Exercise material:
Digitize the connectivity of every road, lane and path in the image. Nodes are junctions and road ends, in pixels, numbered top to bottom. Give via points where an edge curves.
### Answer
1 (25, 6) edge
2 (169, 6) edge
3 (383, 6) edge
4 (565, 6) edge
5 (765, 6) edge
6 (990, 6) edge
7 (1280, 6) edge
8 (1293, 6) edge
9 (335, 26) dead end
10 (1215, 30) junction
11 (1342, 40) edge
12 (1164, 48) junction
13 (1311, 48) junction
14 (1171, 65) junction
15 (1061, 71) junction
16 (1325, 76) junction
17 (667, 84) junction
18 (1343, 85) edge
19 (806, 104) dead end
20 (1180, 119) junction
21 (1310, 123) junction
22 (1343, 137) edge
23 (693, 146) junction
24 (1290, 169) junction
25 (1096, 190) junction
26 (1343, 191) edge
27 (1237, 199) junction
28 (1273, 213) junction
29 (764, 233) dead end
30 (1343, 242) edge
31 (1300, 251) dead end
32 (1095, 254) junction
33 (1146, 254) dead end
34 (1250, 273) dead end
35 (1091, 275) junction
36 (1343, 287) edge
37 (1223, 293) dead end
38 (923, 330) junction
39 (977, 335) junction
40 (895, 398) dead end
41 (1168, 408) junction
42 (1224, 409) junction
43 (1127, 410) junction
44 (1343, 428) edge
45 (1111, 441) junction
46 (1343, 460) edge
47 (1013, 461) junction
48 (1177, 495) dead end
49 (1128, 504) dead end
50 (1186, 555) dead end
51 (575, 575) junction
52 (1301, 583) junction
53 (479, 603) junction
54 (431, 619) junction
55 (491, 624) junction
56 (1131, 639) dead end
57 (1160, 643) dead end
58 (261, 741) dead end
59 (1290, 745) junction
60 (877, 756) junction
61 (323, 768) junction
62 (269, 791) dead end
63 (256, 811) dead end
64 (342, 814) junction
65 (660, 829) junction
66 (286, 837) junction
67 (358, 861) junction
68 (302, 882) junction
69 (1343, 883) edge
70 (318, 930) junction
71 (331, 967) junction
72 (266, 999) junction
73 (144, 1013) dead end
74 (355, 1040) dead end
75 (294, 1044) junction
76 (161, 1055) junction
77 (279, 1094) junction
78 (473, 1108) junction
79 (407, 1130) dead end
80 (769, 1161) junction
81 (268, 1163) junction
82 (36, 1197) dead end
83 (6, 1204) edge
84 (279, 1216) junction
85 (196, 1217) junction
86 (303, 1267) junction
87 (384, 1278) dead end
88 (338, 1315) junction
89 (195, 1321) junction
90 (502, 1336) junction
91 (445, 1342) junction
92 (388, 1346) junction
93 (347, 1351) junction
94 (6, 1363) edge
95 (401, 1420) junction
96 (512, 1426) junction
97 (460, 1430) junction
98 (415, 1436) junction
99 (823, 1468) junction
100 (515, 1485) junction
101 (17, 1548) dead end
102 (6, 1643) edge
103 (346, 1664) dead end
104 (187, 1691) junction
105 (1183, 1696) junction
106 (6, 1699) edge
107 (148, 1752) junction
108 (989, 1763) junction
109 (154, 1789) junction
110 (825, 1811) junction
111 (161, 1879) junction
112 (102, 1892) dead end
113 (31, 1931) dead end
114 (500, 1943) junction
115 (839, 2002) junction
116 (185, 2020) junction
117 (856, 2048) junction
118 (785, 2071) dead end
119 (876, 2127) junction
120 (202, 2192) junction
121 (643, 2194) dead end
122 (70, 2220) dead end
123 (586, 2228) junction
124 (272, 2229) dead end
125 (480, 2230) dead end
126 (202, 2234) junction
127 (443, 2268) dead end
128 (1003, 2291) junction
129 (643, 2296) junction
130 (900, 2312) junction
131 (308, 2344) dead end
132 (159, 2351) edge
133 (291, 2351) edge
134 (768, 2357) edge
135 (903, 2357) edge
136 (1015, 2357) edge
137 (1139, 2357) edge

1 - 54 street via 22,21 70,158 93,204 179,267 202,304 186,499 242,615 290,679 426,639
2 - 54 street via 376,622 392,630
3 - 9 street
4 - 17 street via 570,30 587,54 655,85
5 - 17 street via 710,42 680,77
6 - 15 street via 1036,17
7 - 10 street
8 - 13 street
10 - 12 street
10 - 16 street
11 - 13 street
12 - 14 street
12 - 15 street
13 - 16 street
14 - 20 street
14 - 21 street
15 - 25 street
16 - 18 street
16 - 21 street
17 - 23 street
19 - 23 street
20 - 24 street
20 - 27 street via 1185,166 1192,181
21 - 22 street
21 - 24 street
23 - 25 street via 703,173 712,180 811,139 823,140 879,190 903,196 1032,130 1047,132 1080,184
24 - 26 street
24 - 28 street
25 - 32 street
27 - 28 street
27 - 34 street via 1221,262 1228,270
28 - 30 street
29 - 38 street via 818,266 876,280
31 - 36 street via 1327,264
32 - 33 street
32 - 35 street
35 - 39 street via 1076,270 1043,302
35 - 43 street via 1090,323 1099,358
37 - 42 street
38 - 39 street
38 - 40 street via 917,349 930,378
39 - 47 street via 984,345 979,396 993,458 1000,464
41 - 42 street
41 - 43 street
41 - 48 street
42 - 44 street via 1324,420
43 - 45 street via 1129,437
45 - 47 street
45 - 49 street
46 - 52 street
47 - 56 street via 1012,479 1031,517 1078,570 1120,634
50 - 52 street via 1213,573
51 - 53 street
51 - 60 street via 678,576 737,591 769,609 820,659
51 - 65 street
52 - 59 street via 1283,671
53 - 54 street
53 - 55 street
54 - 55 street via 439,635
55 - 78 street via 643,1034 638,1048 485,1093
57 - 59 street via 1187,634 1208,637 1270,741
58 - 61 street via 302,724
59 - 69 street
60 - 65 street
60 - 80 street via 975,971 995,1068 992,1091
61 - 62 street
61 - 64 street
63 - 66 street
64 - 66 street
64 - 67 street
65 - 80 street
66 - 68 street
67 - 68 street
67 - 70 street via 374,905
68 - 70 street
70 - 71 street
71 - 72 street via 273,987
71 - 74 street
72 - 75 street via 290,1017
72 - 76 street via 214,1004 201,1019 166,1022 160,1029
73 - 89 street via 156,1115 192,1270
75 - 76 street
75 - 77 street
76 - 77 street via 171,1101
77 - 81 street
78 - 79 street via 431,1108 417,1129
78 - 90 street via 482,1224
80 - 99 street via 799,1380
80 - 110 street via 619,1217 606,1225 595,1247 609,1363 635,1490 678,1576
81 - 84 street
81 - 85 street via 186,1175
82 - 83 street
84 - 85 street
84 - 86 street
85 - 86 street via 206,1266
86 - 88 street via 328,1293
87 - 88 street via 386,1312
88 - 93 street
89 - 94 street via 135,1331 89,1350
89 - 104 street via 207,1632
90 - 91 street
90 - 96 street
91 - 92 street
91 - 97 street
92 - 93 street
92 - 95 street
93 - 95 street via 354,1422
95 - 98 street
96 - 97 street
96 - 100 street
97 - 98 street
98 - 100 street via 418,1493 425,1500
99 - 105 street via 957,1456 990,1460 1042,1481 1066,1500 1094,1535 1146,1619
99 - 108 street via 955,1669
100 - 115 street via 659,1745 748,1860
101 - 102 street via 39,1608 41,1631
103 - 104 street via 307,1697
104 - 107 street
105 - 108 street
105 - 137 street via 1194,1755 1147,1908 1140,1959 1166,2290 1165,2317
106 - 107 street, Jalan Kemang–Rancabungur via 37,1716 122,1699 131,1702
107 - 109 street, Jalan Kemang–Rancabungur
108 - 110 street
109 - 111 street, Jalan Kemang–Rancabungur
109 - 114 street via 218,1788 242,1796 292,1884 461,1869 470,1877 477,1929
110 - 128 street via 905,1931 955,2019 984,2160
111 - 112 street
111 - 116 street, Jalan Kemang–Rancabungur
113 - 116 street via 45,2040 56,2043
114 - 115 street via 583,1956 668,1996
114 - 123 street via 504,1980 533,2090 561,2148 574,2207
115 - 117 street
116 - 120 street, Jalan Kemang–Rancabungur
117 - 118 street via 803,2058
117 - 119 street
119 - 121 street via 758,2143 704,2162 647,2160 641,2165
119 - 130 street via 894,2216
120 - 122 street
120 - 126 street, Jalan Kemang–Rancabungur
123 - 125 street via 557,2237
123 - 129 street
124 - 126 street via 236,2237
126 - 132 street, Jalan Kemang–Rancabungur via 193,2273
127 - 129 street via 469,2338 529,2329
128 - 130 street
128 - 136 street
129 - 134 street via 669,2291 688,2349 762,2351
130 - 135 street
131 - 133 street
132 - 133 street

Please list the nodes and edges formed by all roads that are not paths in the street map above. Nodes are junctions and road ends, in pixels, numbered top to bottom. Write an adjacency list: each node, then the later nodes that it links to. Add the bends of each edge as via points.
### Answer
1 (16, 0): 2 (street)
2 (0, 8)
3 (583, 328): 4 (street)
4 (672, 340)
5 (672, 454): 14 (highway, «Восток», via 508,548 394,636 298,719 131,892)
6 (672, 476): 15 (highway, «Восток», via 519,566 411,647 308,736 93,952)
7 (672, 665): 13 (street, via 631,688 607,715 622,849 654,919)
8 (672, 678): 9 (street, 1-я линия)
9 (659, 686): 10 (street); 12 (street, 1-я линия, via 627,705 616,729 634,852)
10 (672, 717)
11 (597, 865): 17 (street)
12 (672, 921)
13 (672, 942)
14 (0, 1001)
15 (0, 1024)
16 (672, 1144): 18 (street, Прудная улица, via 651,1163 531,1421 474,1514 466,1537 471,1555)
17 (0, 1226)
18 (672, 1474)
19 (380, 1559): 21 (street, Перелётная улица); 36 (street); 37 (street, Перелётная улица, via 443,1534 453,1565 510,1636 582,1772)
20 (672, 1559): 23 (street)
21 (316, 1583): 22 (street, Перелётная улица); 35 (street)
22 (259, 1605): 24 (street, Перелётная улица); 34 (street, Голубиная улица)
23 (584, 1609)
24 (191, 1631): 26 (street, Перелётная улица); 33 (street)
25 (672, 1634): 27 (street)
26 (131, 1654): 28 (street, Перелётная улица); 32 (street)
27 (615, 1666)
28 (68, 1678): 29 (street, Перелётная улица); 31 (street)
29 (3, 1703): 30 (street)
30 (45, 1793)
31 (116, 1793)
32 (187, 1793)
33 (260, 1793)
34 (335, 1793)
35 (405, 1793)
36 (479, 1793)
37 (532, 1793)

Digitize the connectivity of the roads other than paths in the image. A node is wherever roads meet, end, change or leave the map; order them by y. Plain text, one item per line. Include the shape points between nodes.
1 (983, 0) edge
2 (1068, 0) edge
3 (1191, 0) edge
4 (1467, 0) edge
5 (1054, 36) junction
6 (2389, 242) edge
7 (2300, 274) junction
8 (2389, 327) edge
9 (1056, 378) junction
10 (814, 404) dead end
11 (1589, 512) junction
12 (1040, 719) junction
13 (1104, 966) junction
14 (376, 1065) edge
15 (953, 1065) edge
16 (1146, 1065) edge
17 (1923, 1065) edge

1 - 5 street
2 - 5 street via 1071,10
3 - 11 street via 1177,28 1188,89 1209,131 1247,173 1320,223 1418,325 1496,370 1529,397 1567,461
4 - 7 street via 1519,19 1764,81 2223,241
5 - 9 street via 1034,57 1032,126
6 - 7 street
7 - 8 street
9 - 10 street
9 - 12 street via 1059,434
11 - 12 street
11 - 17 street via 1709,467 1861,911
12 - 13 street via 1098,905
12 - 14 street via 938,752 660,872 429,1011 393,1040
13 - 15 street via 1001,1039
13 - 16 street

What to do: Report the number of lines in the records above that include "junctions", leaving out any other words.

Solution: 2